Quick-Start Guide
VIAME (Video and Image Analytics for Multiple Environments) is a do-it-yourself AI system for analyzing imagery and video, primarily targeting marine species analytics but also useful as a general computer vision toolkit.
Important Links
Main website: https://www.viametoolkit.org/
GitHub: https://github.com/VIAME/VIAME
Bug reporting: https://github.com/VIAME/VIAME/issues, https://github.com/Kitware/DIVE/issues
Additional Discussion: https://discourse.kitware.com/c/viame-dive
Tutorial videos: https://www.youtube.com/channel/UCpfxPoR5cNyQFLmqlrxyKJw
Additional Help Contact: viame-web@kitware.com
There are 5 types of documentation: this quick-start guide, tutorial videos, user forums, example readmes, and the full manual. Installers (pre-built binaries), docker images, and source code are hosted on GitHub. Pre-built binaries are for users, while the source code and build instructions are for developers.
VIAME Flavors
VIAME comes in a few different interfaces with slightly different capabilities.
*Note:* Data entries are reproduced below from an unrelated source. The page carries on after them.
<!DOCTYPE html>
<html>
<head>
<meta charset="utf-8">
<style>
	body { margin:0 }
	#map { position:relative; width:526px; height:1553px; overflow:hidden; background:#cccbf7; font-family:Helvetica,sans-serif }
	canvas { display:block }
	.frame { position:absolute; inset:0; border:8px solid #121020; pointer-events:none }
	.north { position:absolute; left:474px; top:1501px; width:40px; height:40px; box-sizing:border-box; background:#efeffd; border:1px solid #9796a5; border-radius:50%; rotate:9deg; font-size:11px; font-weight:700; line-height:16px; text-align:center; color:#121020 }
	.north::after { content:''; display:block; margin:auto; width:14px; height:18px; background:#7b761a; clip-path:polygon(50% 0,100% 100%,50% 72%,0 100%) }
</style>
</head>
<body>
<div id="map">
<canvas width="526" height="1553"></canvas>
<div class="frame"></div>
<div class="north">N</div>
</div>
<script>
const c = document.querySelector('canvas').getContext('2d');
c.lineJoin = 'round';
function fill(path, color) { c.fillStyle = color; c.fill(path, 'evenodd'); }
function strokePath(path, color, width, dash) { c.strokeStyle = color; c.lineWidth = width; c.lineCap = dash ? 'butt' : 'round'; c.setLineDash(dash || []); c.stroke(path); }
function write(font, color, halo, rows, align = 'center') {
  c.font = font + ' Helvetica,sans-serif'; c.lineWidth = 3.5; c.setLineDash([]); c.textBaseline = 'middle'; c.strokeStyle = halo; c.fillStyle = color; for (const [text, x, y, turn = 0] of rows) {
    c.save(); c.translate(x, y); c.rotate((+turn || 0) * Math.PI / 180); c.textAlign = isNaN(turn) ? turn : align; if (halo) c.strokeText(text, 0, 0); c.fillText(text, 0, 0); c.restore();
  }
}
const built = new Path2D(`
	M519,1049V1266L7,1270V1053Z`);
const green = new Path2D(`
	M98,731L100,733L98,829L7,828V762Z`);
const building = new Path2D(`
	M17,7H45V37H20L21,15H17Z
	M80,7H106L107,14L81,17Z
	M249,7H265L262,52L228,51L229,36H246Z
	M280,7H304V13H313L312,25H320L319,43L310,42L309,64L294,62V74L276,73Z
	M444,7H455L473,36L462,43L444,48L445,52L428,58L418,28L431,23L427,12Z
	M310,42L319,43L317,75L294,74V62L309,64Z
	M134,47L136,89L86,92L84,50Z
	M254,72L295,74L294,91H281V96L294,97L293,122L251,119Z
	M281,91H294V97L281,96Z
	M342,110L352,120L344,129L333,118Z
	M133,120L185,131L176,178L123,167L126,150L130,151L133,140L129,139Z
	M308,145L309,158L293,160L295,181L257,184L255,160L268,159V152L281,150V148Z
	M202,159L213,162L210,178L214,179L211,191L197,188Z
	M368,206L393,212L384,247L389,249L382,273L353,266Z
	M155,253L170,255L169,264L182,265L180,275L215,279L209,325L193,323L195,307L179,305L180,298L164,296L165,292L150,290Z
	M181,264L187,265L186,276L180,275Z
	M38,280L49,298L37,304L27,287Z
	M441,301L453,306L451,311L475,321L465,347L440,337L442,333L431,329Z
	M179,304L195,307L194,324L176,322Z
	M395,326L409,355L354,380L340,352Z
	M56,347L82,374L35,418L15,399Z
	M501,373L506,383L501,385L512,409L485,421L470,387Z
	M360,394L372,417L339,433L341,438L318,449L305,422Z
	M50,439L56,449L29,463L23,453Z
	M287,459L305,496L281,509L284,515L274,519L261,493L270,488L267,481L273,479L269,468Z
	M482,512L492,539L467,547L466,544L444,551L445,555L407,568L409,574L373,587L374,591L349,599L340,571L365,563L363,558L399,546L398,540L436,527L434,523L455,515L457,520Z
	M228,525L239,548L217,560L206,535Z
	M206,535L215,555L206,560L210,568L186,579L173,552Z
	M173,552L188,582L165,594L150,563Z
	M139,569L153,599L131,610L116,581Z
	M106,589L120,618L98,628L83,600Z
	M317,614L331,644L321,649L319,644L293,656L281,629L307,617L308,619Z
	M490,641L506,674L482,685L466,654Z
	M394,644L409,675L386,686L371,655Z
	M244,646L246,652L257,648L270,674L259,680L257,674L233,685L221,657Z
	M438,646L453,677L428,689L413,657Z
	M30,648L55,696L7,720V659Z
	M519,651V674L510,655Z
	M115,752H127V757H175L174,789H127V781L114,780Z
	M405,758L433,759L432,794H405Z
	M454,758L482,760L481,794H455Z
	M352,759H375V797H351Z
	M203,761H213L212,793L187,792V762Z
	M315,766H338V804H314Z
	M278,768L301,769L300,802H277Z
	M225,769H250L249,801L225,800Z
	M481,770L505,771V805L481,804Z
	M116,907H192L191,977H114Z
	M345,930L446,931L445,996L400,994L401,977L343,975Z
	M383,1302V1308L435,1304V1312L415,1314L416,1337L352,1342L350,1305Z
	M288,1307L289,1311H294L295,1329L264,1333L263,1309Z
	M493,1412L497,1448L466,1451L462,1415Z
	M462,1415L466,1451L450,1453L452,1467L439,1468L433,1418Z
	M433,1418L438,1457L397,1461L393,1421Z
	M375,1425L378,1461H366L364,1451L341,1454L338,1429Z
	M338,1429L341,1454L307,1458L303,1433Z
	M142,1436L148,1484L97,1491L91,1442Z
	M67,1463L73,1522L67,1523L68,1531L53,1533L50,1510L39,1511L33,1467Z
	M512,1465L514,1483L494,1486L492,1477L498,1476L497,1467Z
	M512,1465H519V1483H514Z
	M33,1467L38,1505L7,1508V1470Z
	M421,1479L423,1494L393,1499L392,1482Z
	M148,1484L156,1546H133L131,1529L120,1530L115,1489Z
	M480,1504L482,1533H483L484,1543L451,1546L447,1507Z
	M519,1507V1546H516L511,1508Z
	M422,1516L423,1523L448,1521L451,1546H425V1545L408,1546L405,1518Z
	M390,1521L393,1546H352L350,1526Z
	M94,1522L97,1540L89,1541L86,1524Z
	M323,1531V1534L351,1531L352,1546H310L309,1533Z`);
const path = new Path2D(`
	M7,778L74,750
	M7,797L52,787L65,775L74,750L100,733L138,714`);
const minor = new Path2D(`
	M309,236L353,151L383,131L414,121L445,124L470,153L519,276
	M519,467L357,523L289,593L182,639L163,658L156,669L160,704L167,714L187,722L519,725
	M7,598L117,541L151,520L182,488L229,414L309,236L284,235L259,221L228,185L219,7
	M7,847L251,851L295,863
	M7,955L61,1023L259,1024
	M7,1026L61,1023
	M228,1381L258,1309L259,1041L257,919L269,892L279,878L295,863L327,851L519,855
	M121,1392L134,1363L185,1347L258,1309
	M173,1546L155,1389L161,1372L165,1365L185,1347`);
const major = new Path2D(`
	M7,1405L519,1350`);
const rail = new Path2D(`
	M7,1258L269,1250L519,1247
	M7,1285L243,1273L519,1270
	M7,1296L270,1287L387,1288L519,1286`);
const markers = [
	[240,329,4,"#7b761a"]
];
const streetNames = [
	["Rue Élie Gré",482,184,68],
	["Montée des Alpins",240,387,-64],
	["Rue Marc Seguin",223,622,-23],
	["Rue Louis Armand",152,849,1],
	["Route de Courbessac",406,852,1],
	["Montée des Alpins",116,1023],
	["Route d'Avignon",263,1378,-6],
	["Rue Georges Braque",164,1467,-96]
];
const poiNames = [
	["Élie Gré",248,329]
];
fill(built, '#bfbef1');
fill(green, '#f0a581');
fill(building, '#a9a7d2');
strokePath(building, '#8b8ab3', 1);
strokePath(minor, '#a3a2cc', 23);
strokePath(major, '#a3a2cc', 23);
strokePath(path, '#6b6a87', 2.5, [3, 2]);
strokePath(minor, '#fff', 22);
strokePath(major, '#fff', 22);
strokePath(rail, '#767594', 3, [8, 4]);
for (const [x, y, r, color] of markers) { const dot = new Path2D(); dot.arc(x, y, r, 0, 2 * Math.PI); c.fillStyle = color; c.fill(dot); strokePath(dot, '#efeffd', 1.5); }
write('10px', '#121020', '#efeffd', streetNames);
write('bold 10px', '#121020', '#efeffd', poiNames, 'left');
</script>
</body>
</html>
Some interfaces are deprecated (e.g. VIEW) in favor of newer replacements (DIVE), though will still remain as an option for a few specialized cases, just not developed significantly further. Not listed in this document thoroughly are programming APIs for developers.
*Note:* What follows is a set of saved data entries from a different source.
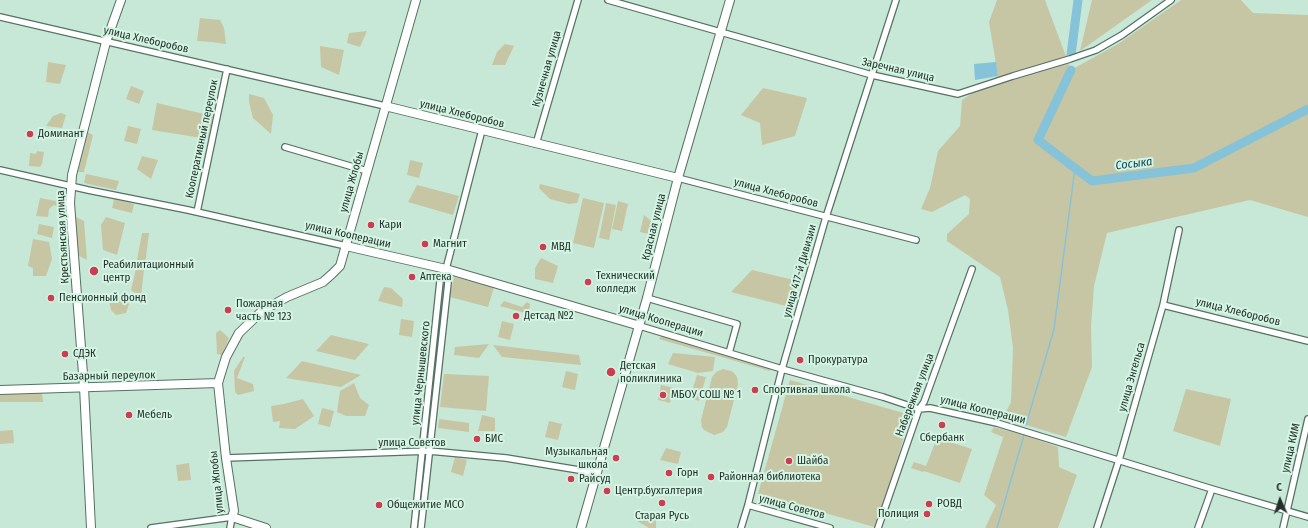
<!DOCTYPE html>
<html>
<head>
<meta charset="utf-8">
<style>
	body { margin:0 }
	#map { position:relative; width:1308px; height:528px; overflow:hidden; background:#c7e7d7; font-family:"Fira Sans Condensed",sans-serif }
	canvas { display:block }
	.north { position:absolute; left:1260px; top:480px; width:40px; height:40px; -webkit-text-stroke:3px #d4f5e4; paint-order:stroke; rotate:357deg; font-size:11px; font-weight:700; line-height:16px; text-align:center; color:#24312a }
	.north::after { content:''; display:block; margin:auto; width:14px; height:18px; background:#24312a; clip-path:polygon(50% 0,100% 100%,50% 72%,0 100%) }
</style>
</head>
<body>
<div id="map">
<canvas width="1308" height="528"></canvas>
<div class="north">С</div>
</div>
<script>
const ctx = document.querySelector('canvas').getContext('2d');
ctx.lineJoin = 'round';
function fill(path, color) { ctx.fillStyle = color; ctx.fill(path, 'evenodd'); }
const toPath = rows => new Path2D(rows.map(r => 'M' + r).join(''));
function stroke(path, color, width, dash) { ctx.strokeStyle = color; ctx.lineWidth = width; ctx.lineCap = dash ? 'butt' : 'round'; ctx.setLineDash(dash || []); ctx.stroke(path); }
function label(font, color, halo, rows, align = 'center') {
  ctx.font = font + ' "Fira Sans Condensed",sans-serif'; ctx.lineWidth = 4; ctx.setLineDash([]); ctx.textBaseline = 'middle'; ctx.strokeStyle = halo; ctx.fillStyle = color; for (const [text, x, y, turn = 0] of rows) {
    ctx.save(); ctx.translate(x, y); ctx.rotate((+turn || 0) * Math.PI / 180); ctx.textAlign = isNaN(turn) ? turn : align; if (halo) ctx.strokeText(text, 0, 0); ctx.fillText(text, 0, 0); ctx.restore();
  }
}
const green = toPath([
	[997,0,1045,0,1071,70,1118,44,1181,0,1241,0,1253,13,1308,15,1308,217,1250,200,1107,233,1094,286,1091,326,1092,367,1066,437,1003,418,1011,402,1013,348,1008,310,1000,277,947,241,947,234,969,214,970,199,965,195,932,212,921,209,930,188,938,151,960,126,962,100,998,76,989,22],
	[1092,0,1152,0,1080,51],
	[200,18,220,20,224,28,226,44,212,42,197,41],
	[367,31,360,47,347,43,349,33],
	[505,44,514,46,505,65,492,65,497,52],
	[320,46,344,50,339,75,321,67],
	[48,62,66,65,60,84,46,82],
	[131,86,144,91,139,104,126,99],
	[763,88,807,98,795,136,762,145,760,123,741,115],
	[249,94,264,98,273,115,271,134,253,118,249,102],
	[157,103,213,116,208,139,152,130],
	[61,113,66,115,62,128,46,126,53,116],
	[128,126,141,129,137,144,124,141],
	[87,132,93,135,84,172,78,172],
	[37,151,44,152,42,164,40,167,29,166,30,153,36,154],
	[142,156,158,160,151,179,137,169],
	[410,160,423,163,419,178,407,175],
	[86,174,119,181,116,190,84,183],
	[540,184,580,194,577,203,569,204,550,199,539,188],
	[417,185,459,196,453,215,408,202],
	[40,198,66,203,67,212,54,205,49,209,48,217,36,216],
	[583,198,604,203,594,248,573,243],
	[114,199,134,204,132,213,112,208],
	[618,201,628,204,622,231,612,229],
	[606,203,616,205,609,240,599,238],
	[644,215,657,226,654,235,640,232],
	[74,216,84,221,87,260,77,255],
	[106,217,125,223,117,255,103,250,101,225],
	[39,224,54,227,52,238,37,234],
	[142,233,149,233,145,265,136,265],
	[33,239,49,242,52,259,46,276,33,276,33,268,28,266],
	[541,258,558,266,553,283,535,279,535,268],
	[136,269,144,269,141,297,131,290],
	[752,270,798,281,794,308,731,292],
	[454,277,494,287,488,307,450,297],
	[384,287,391,288,403,299,402,307,378,301],
	[108,294,124,297,129,304,126,313,116,315,111,310],
	[504,301,522,307,527,302,530,304,529,314,500,306],
	[401,319,414,321,412,337,399,335],
	[502,321,514,324,510,340,498,337],
	[220,330,229,338,222,355,217,354,216,333],
	[662,334,770,367,770,371,659,339],
	[331,335,369,344,355,360,316,351],
	[489,344,479,358,454,355,455,347],
	[493,345,579,355,581,365,502,357],
	[673,353,715,357,713,371,698,373,668,364],
	[243,357,245,357,237,378,253,384,254,391,238,395,235,392,234,371],
	[302,361,361,375,341,387,286,378],
	[723,369,731,371,734,373,737,377,738,384,727,427,723,432,714,435,704,430,702,427,701,420,712,377,716,372],
	[566,371,578,374,575,390,562,387],
	[444,374,489,376,486,411,440,407],
	[697,375,706,377,699,401,690,398],
	[790,380,910,415,878,528,758,494],
	[354,383,360,398,369,405,365,416,346,416,337,412,340,391],
	[661,385,674,388,670,403,658,400],
	[1186,389,1231,399,1220,446,1173,431],
	[42,393,43,402,0,402,0,394],
	[303,399,314,416,295,429,279,428,280,421,273,422,271,406,284,404],
	[322,408,334,411,330,427,318,424],
	[482,415,495,418,495,431,478,431],
	[439,419,469,423,469,432,438,428],
	[549,421,562,424,558,440,545,437],
	[994,427,1027,436,1058,447,1059,467,1077,475,1058,528,985,528,996,505,984,495,1005,432,1003,437,991,432],
	[13,430,14,443,0,444,0,431],
	[937,438,972,449,960,483,924,471,923,472,911,468,914,462,926,466],
	[666,448,681,452,678,464,660,460],
	[455,457,467,460,463,476,451,472],
	[189,463,191,480,178,481,176,465],
	[643,514,656,517,656,528,649,528,637,521]
]);
const water = toPath([
	[996,62,998,76,975,80,974,64]
]);
const stream = toPath([
	[1026,425,1054,329,1075,168],
	[997,528,1024,435]
]);
const river = toPath([
	[1071,55,1078,0],
	[1071,70,1038,140,1092,181,1194,168,1308,109]
]);
const street = toPath([
	[608,0,872,75,958,94,1013,76,1070,59,1096,50,1122,35,1171,0],
	[0,17,385,106],
	[536,144,578,0],
	[285,147,367,171],
	[0,170,88,190,188,210,346,246],
	[678,178,916,240],
	[197,212,227,69],
	[647,298,737,324,729,353],
	[1163,305,1308,341],
	[640,326,782,369,883,397,919,409,930,408,997,423,1212,489,1308,517],
	[226,458,429,451,506,458,597,473],
	[748,505,830,528],
	[151,528,232,517,230,528],
	[414,528,440,281,446,269,482,130],
	[421,528,448,283,446,269],
	[741,528,748,505,782,369,826,217,896,0],
	[878,528,919,409,924,402,972,269],
	[1097,528,1119,460,1163,305,1179,230],
	[1198,528,1212,489],
	[1283,528,1308,419]
]);
const secondary = toPath([
	[385,106,678,178],
	[346,246,446,269,640,326],
	[0,390,218,383],
	[91,528,84,387,70,203,72,175,106,42,121,0],
	[266,528,232,517,234,511,226,458,218,383,226,357,239,333,262,311,287,297,323,282,332,274,340,266,416,0],
	[581,528,647,298,678,178,730,0]
]);
const markers = [
	[30,134,4,"#cd3c4f"],
	[371,225,4,"#cd3c4f"],
	[425,244,4,"#cd3c4f"],
	[543,247,4,"#cd3c4f"],
	[94,271,5,"#cd3c4f"],
	[412,277,4,"#cd3c4f"],
	[588,282,4,"#cd3c4f"],
	[51,298,4,"#cd3c4f"],
	[228,310,4,"#cd3c4f"],
	[516,316,4,"#cd3c4f"],
	[65,354,4,"#cd3c4f"],
	[800,360,4,"#cd3c4f"],
	[611,372,5,"#cd3c4f"],
	[755,390,4,"#cd3c4f"],
	[663,395,4,"#cd3c4f"],
	[129,415,4,"#cd3c4f"],
	[942,425,4,"#cd3c4f"],
	[477,439,4,"#cd3c4f"],
	[616,458,4,"#cd3c4f"],
	[789,461,4,"#cd3c4f"],
	[669,473,4,"#cd3c4f"],
	[711,477,4,"#cd3c4f"],
	[571,479,4,"#cd3c4f"],
	[607,491,4,"#cd3c4f"],
	[662,503,4,"#cd3c4f"],
	[929,504,4,"#cd3c4f"],
	[379,505,4,"#cd3c4f"],
	[927,514,4,"#cd3c4f"]
];
const streetNames = [
	["улица Хлеборобов",146,40,13],
	["Кузнечная улица",547,69,-74],
	["Заречная улица",898,70,13],
	["улица Хлеборобов",462,114,14],
	["Кооперативный переулок",202,139,-78],
	["улица Жлобы",352,182,-74],
	["улица Хлеборобов",776,193,15],
	["Красная улица",654,227,-76],
	["улица Кооперации",348,235,13],
	["Крестьянская улица",63,237,-93],
	["улица 417-й Дивизии",800,271,-74],
	["улица Хлеборобов",1238,312,14],
	["улица Кооперации",661,321,17],
	["улица Чернышевского",421,373,-84],
	["Базарный переулок",109,376,-1],
	["улица Энгельса",1132,377,-74],
	["Набережная улица",915,395,-69],
	["улица Кооперации",983,410,14],
	["улица Советов",412,443],
	["улица КИМ",1291,448,-77],
	["улица Жлобы",217,482,-96],
	["улица Советов",792,507,15]
];
const poiNames = [
	["Доминант",38,134],
	["Кари",379,225],
	["Магнит",433,244],
	["МВД",551,247],
	["Реабилитационный",103,265],
	["центр",103,278],
	["Технический",596,276],
	["колледж",596,289],
	["Аптека",420,277],
	["Пенсионный фонд",59,298],
	["Пожарная",236,304],
	["часть № 123",236,317],
	["Детсад №2",524,316],
	["СДЭК",73,354],
	["Прокуратура",808,360],
	["Детская",620,366],
	["поликлиника",620,379],
	["Спортивная школа",763,390],
	["МБОУ СОШ № 1",671,395],
	["Мебель",137,415],
	["Сбербанк",942,438,"center"],
	["БИС",485,439],
	["Музыкальная",608,452,"right"],
	["школа",608,465,"right"],
	["Шайба",797,461],
	["Горн",677,473],
	["Районная библиотека",719,477],
	["Райсуд",579,479],
	["Центр.бухгалтерия",615,491],
	["РОВД",937,504],
	["Общежитие МСО",387,505],
	["Полиция",919,514,"right"],
	["Старая Русь",662,516,"center"]
];
const waterNames = [
	["Сосыка",1134,164,-7]
];
fill(green, '#c7c6a4');
fill(water, '#86c3d8');
stroke(stream, '#86c3d8', 1.5);
stroke(river, '#86c3d8', 9);
stroke(street, '#557264', 8);
stroke(secondary, '#557264', 10);
stroke(street, '#fff', 5.5);
stroke(secondary, '#fff', 8);
for (const [x, y, r, color] of markers) { const dot = new Path2D(); dot.arc(x, y, r, 0, 2 * Math.PI); ctx.fillStyle = color; ctx.fill(dot); stroke(dot, '#d4f5e4', 1.5); }
label('11px', '#24312a', '#d4f5e4', streetNames);
label('11px', '#24312a', '#d4f5e4', poiNames, 'left');
label('italic 12px', '#063f4e', '#d4f5e4', waterNames);
</script>
</body>
</html>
DIVE – Web and Desktop Annotator
Originally created as the VIAME-Web interface (with a public server hosted at https://viame.kitware.com), a desktop version of this web annotator and model trainer is also available in both Windows .msi installers and .zip release formats.
This tool is currently the most general purpose annotator, and supports polygons, lines, points, or boxes, and can train models over multiple videos or image sequences using standard models.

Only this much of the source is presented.